More than two dozen U.S. hospitals offer music therapy in their newborn intensive care units and its popularity is growing, said Joanne Loewy, a music therapist who directs a music and medicine program at Beth Israel Medical Center in New York.

Preemies’ music therapy was even featured on a recent episode of the hit TV show “American Idol,” when show finalist Kree Harrison watched a therapist working with a tiny baby at Children’s Hospital Los Angeles.

“Music is such a huge part of our lives and to do something like this, make it a sort of healing process, is a cool thing,” Harrison said on the April 25 episode.

Dr. Natalia Henner, a newborn specialist at Lurie hospital, said studies in nursing journals show music therapy for preemies “does help with promoting growth. And there’s some good literature … saying that the time to discharge is a little bit shorter in babies who’ve been exposed to more music therapy.”

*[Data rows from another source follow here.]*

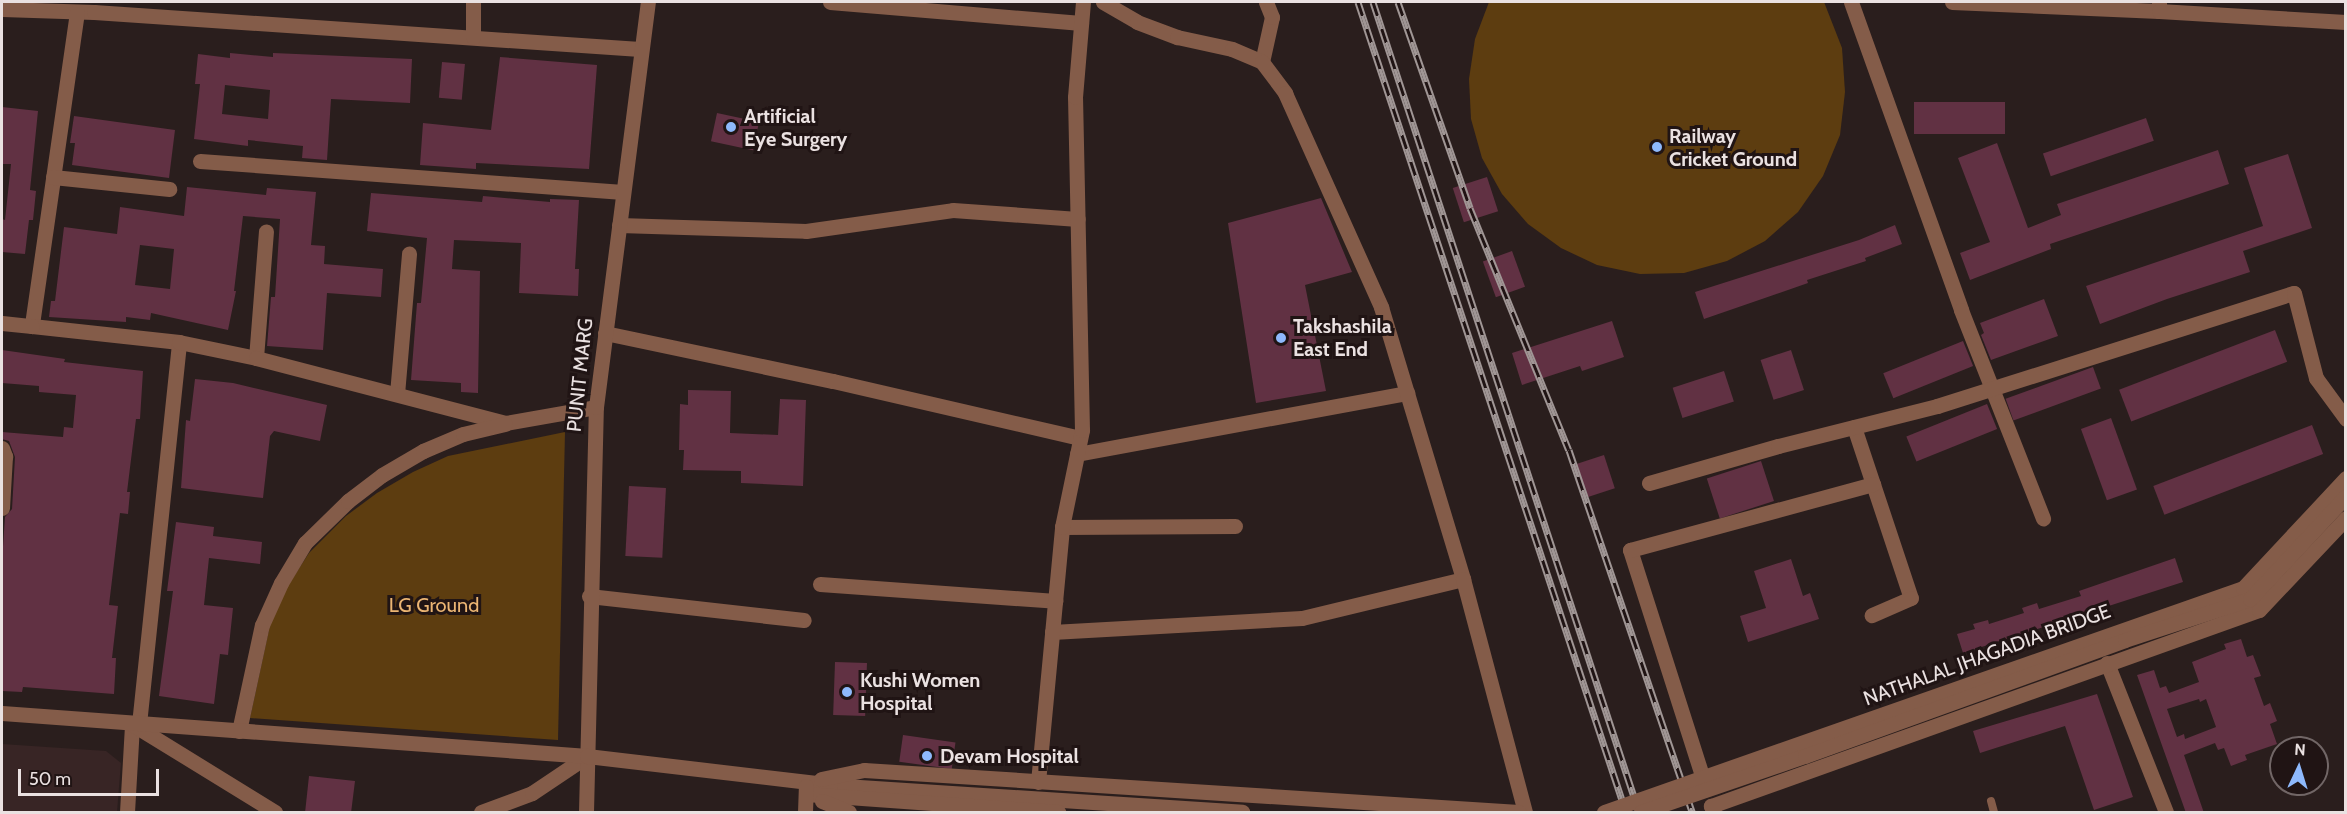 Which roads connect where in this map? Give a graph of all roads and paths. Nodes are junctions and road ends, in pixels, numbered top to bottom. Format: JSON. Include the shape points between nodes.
{"nodes":[{"id":1,"x":473,"y":2,"type":"edge"},
{"id":2,"x":648,"y":2,"type":"edge"},
{"id":3,"x":830,"y":2,"type":"edge"},
{"id":4,"x":1083,"y":2,"type":"edge"},
{"id":5,"x":1103,"y":2,"type":"edge"},
{"id":6,"x":1266,"y":2,"type":"edge"},
{"id":7,"x":1851,"y":2,"type":"edge"},
{"id":8,"x":1952,"y":2,"type":"edge"},
{"id":9,"x":2159,"y":6,"type":"edge"},
{"id":10,"x":125,"y":8,"type":"edge"},
{"id":11,"x":2,"y":9,"type":"edge"},
{"id":12,"x":77,"y":12,"type":"junction"},
{"id":13,"x":2346,"y":22,"type":"edge"},
{"id":14,"x":1081,"y":23,"type":"junction"},
{"id":15,"x":473,"y":37,"type":"junction"},
{"id":16,"x":640,"y":49,"type":"junction"},
{"id":17,"x":1262,"y":62,"type":"junction"},
{"id":18,"x":200,"y":161,"type":"dead end"},
{"id":19,"x":53,"y":177,"type":"junction"},
{"id":20,"x":169,"y":189,"type":"dead end"},
{"id":21,"x":623,"y":192,"type":"junction"},
{"id":22,"x":1077,"y":219,"type":"junction"},
{"id":23,"x":619,"y":225,"type":"junction"},
{"id":24,"x":266,"y":231,"type":"dead end"},
{"id":25,"x":409,"y":254,"type":"dead end"},
{"id":26,"x":2,"y":323,"type":"edge"},
{"id":27,"x":32,"y":326,"type":"junction"},
{"id":28,"x":605,"y":333,"type":"junction"},
{"id":29,"x":179,"y":342,"type":"junction"},
{"id":30,"x":256,"y":358,"type":"junction"},
{"id":31,"x":1993,"y":389,"type":"junction"},
{"id":32,"x":1407,"y":393,"type":"junction"},
{"id":33,"x":397,"y":394,"type":"junction"},
{"id":34,"x":596,"y":407,"type":"junction"},
{"id":35,"x":2346,"y":419,"type":"edge"},
{"id":36,"x":506,"y":423,"type":"junction"},
{"id":37,"x":1854,"y":427,"type":"junction"},
{"id":38,"x":1080,"y":438,"type":"junction"},
{"id":39,"x":2,"y":448,"type":"edge"},
{"id":40,"x":1077,"y":454,"type":"junction"},
{"id":41,"x":2346,"y":478,"type":"edge"},
{"id":42,"x":1649,"y":483,"type":"dead end"},
{"id":43,"x":1873,"y":484,"type":"junction"},
{"id":44,"x":2346,"y":496,"type":"edge"},
{"id":45,"x":2,"y":508,"type":"edge"},
{"id":46,"x":2043,"y":518,"type":"dead end"},
{"id":47,"x":2346,"y":518,"type":"edge"},
{"id":48,"x":1235,"y":526,"type":"dead end"},
{"id":49,"x":1062,"y":527,"type":"junction"},
{"id":50,"x":1463,"y":579,"type":"junction"},
{"id":51,"x":820,"y":584,"type":"dead end"},
{"id":52,"x":589,"y":596,"type":"junction"},
{"id":53,"x":1054,"y":601,"type":"junction"},
{"id":54,"x":1872,"y":615,"type":"dead end"},
{"id":55,"x":804,"y":620,"type":"dead end"},
{"id":56,"x":1052,"y":632,"type":"junction"},
{"id":57,"x":2108,"y":663,"type":"junction"},
{"id":58,"x":2,"y":713,"type":"edge"},
{"id":59,"x":136,"y":724,"type":"junction"},
{"id":60,"x":239,"y":731,"type":"junction"},
{"id":61,"x":588,"y":756,"type":"junction"},
{"id":62,"x":1038,"y":782,"type":"junction"},
{"id":63,"x":806,"y":788,"type":"junction"},
{"id":64,"x":845,"y":799,"type":"edge"},
{"id":65,"x":1991,"y":801,"type":"dead end"},
{"id":66,"x":1713,"y":809,"type":"edge"},
{"id":67,"x":127,"y":813,"type":"edge"},
{"id":68,"x":275,"y":813,"type":"edge"},
{"id":69,"x":481,"y":813,"type":"edge"},
{"id":70,"x":586,"y":813,"type":"edge"},
{"id":71,"x":805,"y":813,"type":"edge"},
{"id":72,"x":1058,"y":813,"type":"edge"},
{"id":73,"x":1242,"y":813,"type":"edge"},
{"id":74,"x":1519,"y":813,"type":"edge"},
{"id":75,"x":1525,"y":813,"type":"edge"},
{"id":76,"x":1604,"y":813,"type":"edge"},
{"id":77,"x":1641,"y":813,"type":"edge"},
{"id":78,"x":1994,"y":813,"type":"edge"},
{"id":79,"x":2166,"y":813,"type":"edge"}],
"edges":[{"from":1,"to":15,"type":"street"},
{"from":2,"to":16,"type":"street","name":"PUNIT MARG"},
{"from":3,"to":14,"type":"street"},
{"from":4,"to":14,"type":"street"},
{"from":5,"to":17,"type":"street","via":[[1137,22],[1178,37],[1232,49]]},
{"from":6,"to":17,"type":"street","via":[[1272,17]]},
{"from":7,"to":31,"type":"street"},
{"from":8,"to":9,"type":"street"},
{"from":9,"to":13,"type":"street"},
{"from":10,"to":12,"type":"street"},
{"from":10,"to":15,"type":"street"},
{"from":11,"to":12,"type":"street"},
{"from":12,"to":19,"type":"street"},
{"from":14,"to":22,"type":"street","via":[[1075,97]]},
{"from":15,"to":16,"type":"street"},
{"from":16,"to":21,"type":"street","name":"PUNIT MARG"},
{"from":17,"to":32,"type":"street","via":[[1285,93],[1381,307]]},
{"from":18,"to":21,"type":"street"},
{"from":19,"to":20,"type":"street"},
{"from":19,"to":27,"type":"street"},
{"from":21,"to":23,"type":"street","name":"PUNIT MARG"},
{"from":22,"to":23,"type":"street","via":[[953,210],[806,231]]},
{"from":22,"to":38,"type":"street"},
{"from":23,"to":28,"type":"street","name":"PUNIT MARG"},
{"from":24,"to":30,"type":"street"},
{"from":25,"to":33,"type":"street"},
{"from":26,"to":27,"type":"street"},
{"from":27,"to":29,"type":"street"},
{"from":28,"to":34,"type":"street","name":"PUNIT MARG"},
{"from":28,"to":38,"type":"street"},
{"from":29,"to":30,"type":"street"},
{"from":29,"to":59,"type":"street"},
{"from":30,"to":33,"type":"street"},
{"from":31,"to":35,"type":"street","via":[[2294,293],[2316,378]]},
{"from":31,"to":37,"type":"street"},
{"from":31,"to":46,"type":"street"},
{"from":32,"to":40,"type":"street"},
{"from":32,"to":50,"type":"street"},
{"from":33,"to":36,"type":"street"},
{"from":34,"to":36,"type":"street"},
{"from":34,"to":52,"type":"street","name":"PUNIT MARG"},
{"from":36,"to":60,"type":"street","via":[[453,439],[382,475],[348,501],[305,543],[262,625]]},
{"from":37,"to":42,"type":"street"},
{"from":37,"to":43,"type":"street"},
{"from":38,"to":40,"type":"street"},
{"from":39,"to":45,"type":"street"},
{"from":40,"to":49,"type":"street"},
{"from":41,"to":76,"type":"street","name":"NATHALAL JHAGADIA BRIDGE","bridge":true,"via":[[2243,588]]},
{"from":43,"to":54,"type":"street","via":[[1911,598]]},
{"from":43,"to":66,"type":"street","via":[[1630,550]]},
{"from":44,"to":77,"type":"street","name":"NATHALAL JHAGADIA BRIDGE","bridge":true,"via":[[2250,599]]},
{"from":47,"to":57,"type":"street","via":[[2259,610]]},
{"from":48,"to":49,"type":"street"},
{"from":49,"to":53,"type":"street"},
{"from":50,"to":56,"type":"street","via":[[1302,618]]},
{"from":50,"to":75,"type":"street"},
{"from":51,"to":53,"type":"street"},
{"from":52,"to":55,"type":"street"},
{"from":52,"to":61,"type":"street","name":"PUNIT MARG"},
{"from":53,"to":56,"type":"street"},
{"from":56,"to":62,"type":"street"},
{"from":57,"to":66,"type":"street"},
{"from":57,"to":79,"type":"street"},
{"from":58,"to":59,"type":"street"},
{"from":59,"to":60,"type":"street"},
{"from":59,"to":67,"type":"street"},
{"from":59,"to":68,"type":"street"},
{"from":60,"to":61,"type":"street"},
{"from":61,"to":63,"type":"street"},
{"from":61,"to":69,"type":"street","via":[[532,793]]},
{"from":61,"to":70,"type":"street","name":"PUNIT MARG"},
{"from":62,"to":63,"type":"street","via":[[864,770]]},
{"from":62,"to":74,"type":"street"},
{"from":63,"to":64,"type":"street"},
{"from":63,"to":64,"type":"street"},
{"from":63,"to":71,"type":"street"},
{"from":64,"to":72,"type":"street"},
{"from":64,"to":73,"type":"street"},
{"from":65,"to":78,"type":"lane"}]}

She said it “definitely facilitates bonding” between parents of preemies and other babies too sick to go home.

Loewy led a study published last month in the journal Pediatrics, involving 11 U.S. hospitals. Therapists in the study played special small drums to mimic womb sounds and timed the rhythm to match the infants’ heartbeats. The music appeared to slow the infants’ heartbeats, calm their breathing, and improve sucking and sleeping, Loewy said.

Soozie Cotter-Schaufele, a music therapist at Advocate Children’s Hospital-Park Ridge near Chicago, says soothing rhythmic sounds of music can mimic womb sounds and provide a comforting environment for preemies. She sings and plays a small harp or guitar, and says the sounds help calm tiny babies while they’re undergoing painful medical procedures.

Cotter-Schaufele said she recently heard from a woman whose daughter was born prematurely at her hospital six years ago. She had played the 1960s folk song “Today” for the infant.

The mother reported her daughter “‘still loves that song,” She said ‘She didn’t learn that song from me, she learned it from you,'” Cotter-Schaufele said.